Unboxing quer dizer: produtos desembalados no YouTube de forma semelhante aos strip-teases das vedetes dos antigos teatros de revista.

 

Quando alguém compra alguma coisa e quer ver o que vem dentro da caixa, o YouTube é o site de preferência. Idem, se existe alguma incerteza de como o produto desejado vem embalado e/ou como fazer a retirada dele da caixa.

Até aí, nada demais. Mas, existe, até certo ponto, uma patologia nesta visualização, exibida com detalhes em vários canais do YouTube. Aparentemente, quem cria o vídeo sabe disso, e não se prende ao ato puro e simples de desembalar. Ele ou ela desembalam as caixas de forma bem lenta, criando um certo suspense, parece que proposital, em quem está assistindo.

Ora, por esses dias de Natal, eu dei à minha neta de 5 anos um presente que ela queria. Ao receber, ela rasga a embalagem toda imediatamente, porque o objeto de desejo estava contido lá dentro, e ela obviamente não queria perder tempo desembalando o presente de forma cuidadosa.

É bem possível que o mesmo sentimento aflore em quem assiste um vídeo nitidamente manipulador de alguém fazendo corpo mole para mostrar o que está lá dentro! Chega-se ao ponto de o autor do vídeo começar a desembalar a partir da caixa de papelão da loja onde ele ou ela compraram o produto, para só depois, lentamente, revelar o conteúdo.

O ato da desembalagem passa então por um ritual cênico que emula o antigo strip-tease dos teatros de revista, quando a vedete tirava a roupa aos pouquinhos, escondendo as partes do corpo que a plateia estava ansiosa para ver.

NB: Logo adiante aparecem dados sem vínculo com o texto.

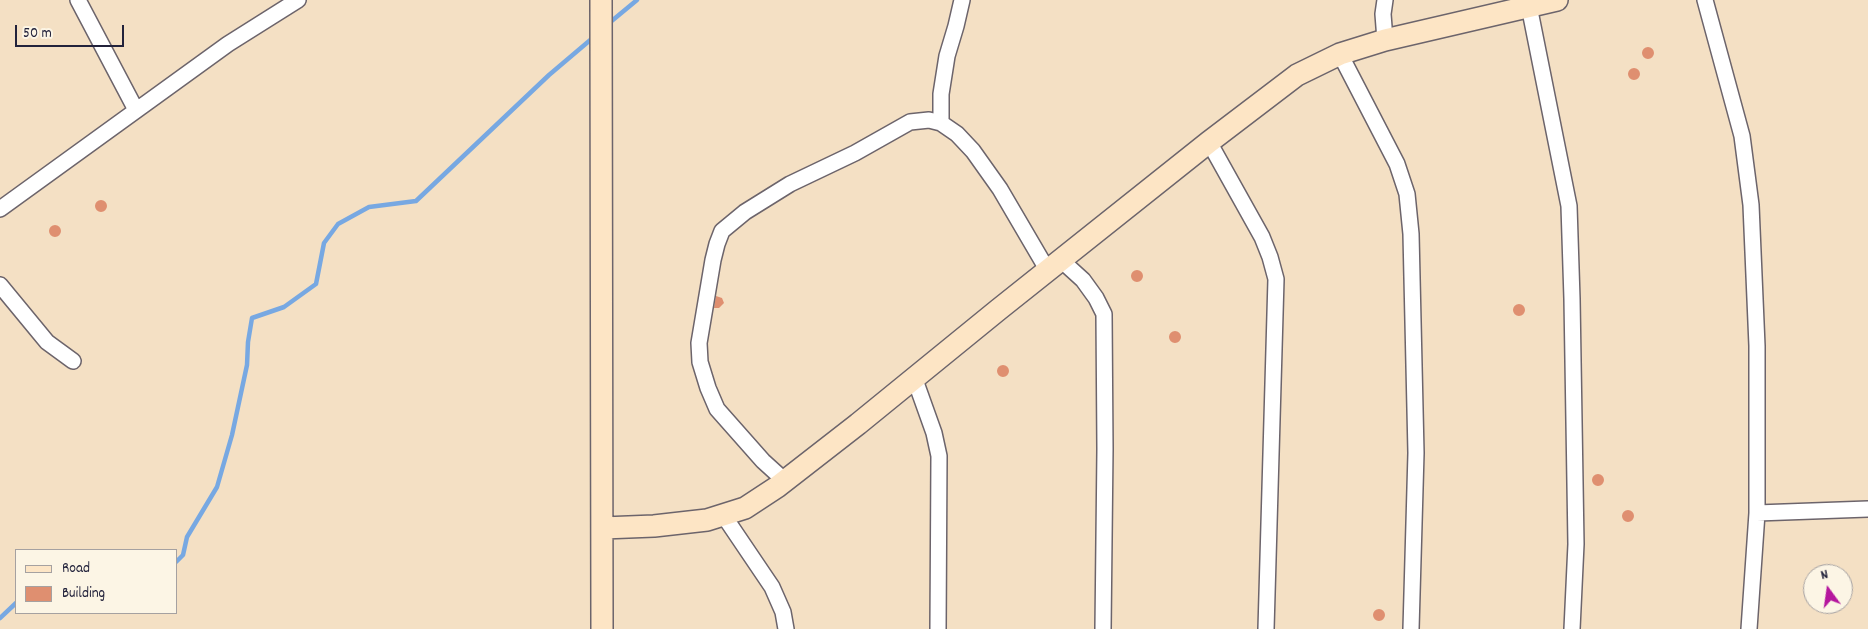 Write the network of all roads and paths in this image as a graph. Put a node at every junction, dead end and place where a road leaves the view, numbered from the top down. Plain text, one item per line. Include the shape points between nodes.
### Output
1 (78, 0) edge
2 (298, 0) edge
3 (962, 0) edge
4 (1385, 0) edge
5 (1557, 0) edge
6 (1704, 0) edge
7 (601, 4) edge
8 (1529, 6) junction
9 (1385, 40) junction
10 (1340, 54) junction
11 (136, 110) junction
12 (941, 123) junction
13 (1209, 142) junction
14 (32, 187) junction
15 (0, 195) edge
16 (0, 209) edge
17 (1055, 266) junction
18 (0, 285) edge
19 (74, 361) dead end
20 (914, 377) junction
21 (784, 481) junction
22 (1868, 509) edge
23 (1757, 513) junction
24 (724, 516) junction
25 (603, 528) junction
26 (602, 629) edge
27 (786, 629) edge
28 (938, 629) edge
29 (1103, 629) edge
30 (1266, 629) edge
31 (1411, 629) edge
32 (1572, 629) edge
33 (1749, 629) edge

1 - 11 street
2 - 11 street via 228,44
3 - 12 street via 947,56 941,94
4 - 9 street
5 - 8 street
6 - 23 street via 1742,136 1750,205 1757,346
7 - 25 street
8 - 9 street
8 - 32 street via 1568,206 1576,544
9 - 10 street
10 - 13 street via 1297,75
10 - 31 street via 1397,164 1407,194 1411,234 1416,453
11 - 14 street
12 - 17 street via 973,151
12 - 21 street via 929,120 910,122 790,184 744,212 722,231 713,260 699,343 700,362 717,409
13 - 17 street
13 - 30 street via 1262,237 1276,279
14 - 15 street
14 - 16 street
17 - 20 street
17 - 29 street via 1083,280 1104,314
18 - 19 street via 47,342
20 - 21 street
20 - 28 street via 939,456
21 - 24 street via 745,508
22 - 23 street
23 - 33 street
24 - 25 street via 654,526
24 - 27 street via 772,587 783,612
25 - 26 street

Se alguém acha que eu estou exagerando, eis aí em baixo um canal que eu achei com este tema:

O dono do canal sugere que o “unboxing” faça parte de um processo terapêutico, ao mesmo tempo em que ele explicitamente anuncia que os produtos vão ficar “nus”!

Neologismos e anglicismos

Quando a microinformática começou a aparecer, os teclados CP/M estavam cheios de siglas e acrônimos que quase ninguém sabia do que se tratava.

Pois bem: não tardou muito tempo e acrônimos como “Del”, “Ctrl”, etc., começaram a ser identificados e logo depois palavras como “Deletar”, ao invés de “Apagar” passaram à literatura do computes. Outras, como “Escape” (Esc) ou “Control” (Ctrl) nem tradução tiveram, talvez pela dificuldade de aportuguesar estes termos.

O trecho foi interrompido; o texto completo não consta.